→ REQUIREMENT: Pull every line containing "than" from the data.

+++ PROVIDED ENTRIES

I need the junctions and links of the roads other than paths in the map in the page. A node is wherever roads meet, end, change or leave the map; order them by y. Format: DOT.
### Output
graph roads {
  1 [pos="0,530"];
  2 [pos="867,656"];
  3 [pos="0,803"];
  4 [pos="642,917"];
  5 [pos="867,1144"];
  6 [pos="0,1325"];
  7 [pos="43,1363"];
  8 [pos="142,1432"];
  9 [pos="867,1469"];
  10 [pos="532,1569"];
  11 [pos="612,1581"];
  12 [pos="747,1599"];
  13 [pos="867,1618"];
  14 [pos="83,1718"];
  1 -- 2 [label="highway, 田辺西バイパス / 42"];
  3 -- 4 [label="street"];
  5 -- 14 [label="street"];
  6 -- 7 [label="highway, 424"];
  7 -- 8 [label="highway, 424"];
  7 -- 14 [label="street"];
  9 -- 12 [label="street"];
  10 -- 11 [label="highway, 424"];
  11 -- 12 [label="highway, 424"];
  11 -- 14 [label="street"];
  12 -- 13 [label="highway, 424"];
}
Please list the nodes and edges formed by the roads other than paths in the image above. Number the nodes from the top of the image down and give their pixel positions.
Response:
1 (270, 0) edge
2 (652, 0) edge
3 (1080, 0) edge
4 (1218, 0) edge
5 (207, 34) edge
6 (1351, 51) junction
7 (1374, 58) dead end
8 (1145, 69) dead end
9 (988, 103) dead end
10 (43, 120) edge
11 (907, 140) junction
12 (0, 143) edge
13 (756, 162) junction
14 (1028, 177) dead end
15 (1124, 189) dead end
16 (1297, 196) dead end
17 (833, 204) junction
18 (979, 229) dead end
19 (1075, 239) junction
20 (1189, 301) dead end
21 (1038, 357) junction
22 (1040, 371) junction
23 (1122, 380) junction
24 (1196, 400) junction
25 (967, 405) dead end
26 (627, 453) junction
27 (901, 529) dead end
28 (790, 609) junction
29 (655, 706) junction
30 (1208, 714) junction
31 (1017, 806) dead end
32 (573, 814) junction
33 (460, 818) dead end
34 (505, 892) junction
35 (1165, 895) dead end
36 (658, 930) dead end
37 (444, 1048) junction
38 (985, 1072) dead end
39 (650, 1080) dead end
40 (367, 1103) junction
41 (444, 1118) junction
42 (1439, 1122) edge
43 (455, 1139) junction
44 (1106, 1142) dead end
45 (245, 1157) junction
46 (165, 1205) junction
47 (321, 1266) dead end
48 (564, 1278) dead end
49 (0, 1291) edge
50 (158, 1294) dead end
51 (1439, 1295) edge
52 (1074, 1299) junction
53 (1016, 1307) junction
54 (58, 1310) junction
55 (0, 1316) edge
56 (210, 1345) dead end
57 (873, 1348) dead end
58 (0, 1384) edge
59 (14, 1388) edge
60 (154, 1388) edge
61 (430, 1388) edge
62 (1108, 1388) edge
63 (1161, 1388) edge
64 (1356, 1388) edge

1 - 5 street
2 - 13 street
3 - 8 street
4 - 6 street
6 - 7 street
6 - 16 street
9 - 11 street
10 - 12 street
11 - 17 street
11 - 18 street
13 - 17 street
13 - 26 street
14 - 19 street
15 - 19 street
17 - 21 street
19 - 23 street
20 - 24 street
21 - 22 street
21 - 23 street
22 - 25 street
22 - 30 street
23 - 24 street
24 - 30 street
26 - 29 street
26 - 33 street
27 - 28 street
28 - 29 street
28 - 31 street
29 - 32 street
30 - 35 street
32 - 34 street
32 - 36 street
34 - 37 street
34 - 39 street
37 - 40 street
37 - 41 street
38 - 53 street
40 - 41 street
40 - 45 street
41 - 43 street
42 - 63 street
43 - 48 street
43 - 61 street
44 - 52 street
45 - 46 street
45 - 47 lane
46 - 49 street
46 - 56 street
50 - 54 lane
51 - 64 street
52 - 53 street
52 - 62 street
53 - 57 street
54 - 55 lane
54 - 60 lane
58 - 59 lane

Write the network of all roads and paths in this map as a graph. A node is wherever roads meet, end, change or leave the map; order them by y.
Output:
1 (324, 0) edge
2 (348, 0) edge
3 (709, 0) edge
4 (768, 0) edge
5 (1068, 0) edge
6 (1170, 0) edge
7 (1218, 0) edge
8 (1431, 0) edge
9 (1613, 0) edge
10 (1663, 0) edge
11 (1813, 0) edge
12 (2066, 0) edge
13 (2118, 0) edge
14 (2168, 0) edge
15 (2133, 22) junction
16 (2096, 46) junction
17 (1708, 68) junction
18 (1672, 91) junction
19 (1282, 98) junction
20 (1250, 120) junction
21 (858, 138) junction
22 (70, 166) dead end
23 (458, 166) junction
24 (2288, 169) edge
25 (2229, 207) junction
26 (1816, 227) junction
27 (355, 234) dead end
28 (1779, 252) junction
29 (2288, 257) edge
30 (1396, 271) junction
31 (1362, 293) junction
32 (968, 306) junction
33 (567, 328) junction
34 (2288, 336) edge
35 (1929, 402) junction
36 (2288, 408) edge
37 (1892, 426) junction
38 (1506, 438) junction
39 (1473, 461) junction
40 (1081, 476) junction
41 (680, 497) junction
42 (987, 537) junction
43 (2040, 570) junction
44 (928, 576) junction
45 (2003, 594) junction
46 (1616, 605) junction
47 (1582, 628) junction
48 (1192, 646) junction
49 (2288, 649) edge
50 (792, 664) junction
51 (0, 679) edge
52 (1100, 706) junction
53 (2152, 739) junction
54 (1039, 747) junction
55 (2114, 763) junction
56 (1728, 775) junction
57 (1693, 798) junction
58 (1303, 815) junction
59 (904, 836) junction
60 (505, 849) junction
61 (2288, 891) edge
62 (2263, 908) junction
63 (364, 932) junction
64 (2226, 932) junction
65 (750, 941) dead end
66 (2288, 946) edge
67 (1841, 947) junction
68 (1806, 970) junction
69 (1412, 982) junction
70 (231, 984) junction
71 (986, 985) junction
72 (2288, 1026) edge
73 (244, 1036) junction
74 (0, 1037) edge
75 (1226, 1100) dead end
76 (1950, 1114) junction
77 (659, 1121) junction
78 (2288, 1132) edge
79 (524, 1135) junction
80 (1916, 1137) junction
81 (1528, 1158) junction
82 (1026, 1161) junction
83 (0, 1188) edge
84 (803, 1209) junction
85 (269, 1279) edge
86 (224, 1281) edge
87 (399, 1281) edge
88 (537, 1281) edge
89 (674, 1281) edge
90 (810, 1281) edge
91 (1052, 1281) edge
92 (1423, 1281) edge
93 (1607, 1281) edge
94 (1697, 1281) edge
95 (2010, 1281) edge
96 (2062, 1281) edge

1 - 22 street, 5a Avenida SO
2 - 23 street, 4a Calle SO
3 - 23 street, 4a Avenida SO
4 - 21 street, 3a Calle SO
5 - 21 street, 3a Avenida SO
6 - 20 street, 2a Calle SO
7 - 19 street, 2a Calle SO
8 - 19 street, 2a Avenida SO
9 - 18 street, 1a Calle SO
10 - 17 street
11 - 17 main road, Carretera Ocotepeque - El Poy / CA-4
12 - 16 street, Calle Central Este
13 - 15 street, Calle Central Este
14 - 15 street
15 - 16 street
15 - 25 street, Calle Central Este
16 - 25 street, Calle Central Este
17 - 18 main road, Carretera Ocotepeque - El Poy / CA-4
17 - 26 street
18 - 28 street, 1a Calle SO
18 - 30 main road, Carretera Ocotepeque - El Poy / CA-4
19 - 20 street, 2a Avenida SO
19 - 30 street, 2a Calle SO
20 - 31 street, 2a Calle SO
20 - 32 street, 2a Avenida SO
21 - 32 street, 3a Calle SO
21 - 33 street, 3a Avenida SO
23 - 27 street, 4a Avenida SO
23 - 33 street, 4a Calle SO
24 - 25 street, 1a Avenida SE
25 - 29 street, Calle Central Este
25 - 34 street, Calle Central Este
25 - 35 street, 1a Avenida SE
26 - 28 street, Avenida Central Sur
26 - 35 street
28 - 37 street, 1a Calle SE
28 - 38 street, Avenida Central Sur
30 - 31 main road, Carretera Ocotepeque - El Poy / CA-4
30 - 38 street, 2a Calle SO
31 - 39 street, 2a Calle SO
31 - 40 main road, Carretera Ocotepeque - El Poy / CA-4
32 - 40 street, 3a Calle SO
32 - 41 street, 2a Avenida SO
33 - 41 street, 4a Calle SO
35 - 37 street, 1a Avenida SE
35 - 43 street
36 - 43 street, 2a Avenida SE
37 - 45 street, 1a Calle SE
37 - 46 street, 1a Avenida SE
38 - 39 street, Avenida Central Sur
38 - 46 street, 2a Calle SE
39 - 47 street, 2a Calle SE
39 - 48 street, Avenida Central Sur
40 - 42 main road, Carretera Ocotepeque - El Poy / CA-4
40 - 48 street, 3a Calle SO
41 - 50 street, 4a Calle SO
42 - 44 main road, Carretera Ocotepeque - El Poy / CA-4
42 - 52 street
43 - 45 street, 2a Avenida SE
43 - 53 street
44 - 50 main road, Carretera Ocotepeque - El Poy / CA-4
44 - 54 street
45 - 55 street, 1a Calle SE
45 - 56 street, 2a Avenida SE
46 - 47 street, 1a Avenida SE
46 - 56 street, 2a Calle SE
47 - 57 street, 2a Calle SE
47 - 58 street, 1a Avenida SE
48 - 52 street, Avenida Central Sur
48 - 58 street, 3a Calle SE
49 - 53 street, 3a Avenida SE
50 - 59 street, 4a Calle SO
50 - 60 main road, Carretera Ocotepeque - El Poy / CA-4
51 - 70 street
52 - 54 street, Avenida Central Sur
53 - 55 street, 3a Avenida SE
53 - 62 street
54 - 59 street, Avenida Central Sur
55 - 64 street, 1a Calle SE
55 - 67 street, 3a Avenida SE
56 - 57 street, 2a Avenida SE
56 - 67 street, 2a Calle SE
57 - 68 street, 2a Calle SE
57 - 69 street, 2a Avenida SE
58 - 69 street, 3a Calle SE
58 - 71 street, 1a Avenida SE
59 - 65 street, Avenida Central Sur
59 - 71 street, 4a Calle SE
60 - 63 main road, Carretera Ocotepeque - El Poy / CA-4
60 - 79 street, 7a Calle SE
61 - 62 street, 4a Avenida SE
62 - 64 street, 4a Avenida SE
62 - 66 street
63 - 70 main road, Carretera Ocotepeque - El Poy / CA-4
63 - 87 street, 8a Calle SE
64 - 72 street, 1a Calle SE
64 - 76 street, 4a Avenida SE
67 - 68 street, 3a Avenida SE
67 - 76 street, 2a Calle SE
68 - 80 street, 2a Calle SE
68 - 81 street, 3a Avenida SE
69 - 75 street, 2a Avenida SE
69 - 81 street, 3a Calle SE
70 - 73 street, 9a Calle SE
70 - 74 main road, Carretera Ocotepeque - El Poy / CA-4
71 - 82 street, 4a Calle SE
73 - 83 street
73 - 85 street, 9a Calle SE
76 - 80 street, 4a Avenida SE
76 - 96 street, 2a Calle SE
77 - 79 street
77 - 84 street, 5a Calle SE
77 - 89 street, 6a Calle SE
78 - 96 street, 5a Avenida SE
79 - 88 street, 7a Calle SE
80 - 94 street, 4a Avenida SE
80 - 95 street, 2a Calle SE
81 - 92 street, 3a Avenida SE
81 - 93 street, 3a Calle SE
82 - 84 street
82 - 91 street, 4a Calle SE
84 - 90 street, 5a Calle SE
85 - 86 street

++++++

→ YOUR SOLUTION:
I need the junctions and links of the roads other than paths in the map in the page. A node is wherever roads meet, end, change or leave the map; order them by y. Format: DOT.
Please list the nodes and edges formed by the roads other than paths in the image above. Number the nodes from the top of the image down and give their pixel positions.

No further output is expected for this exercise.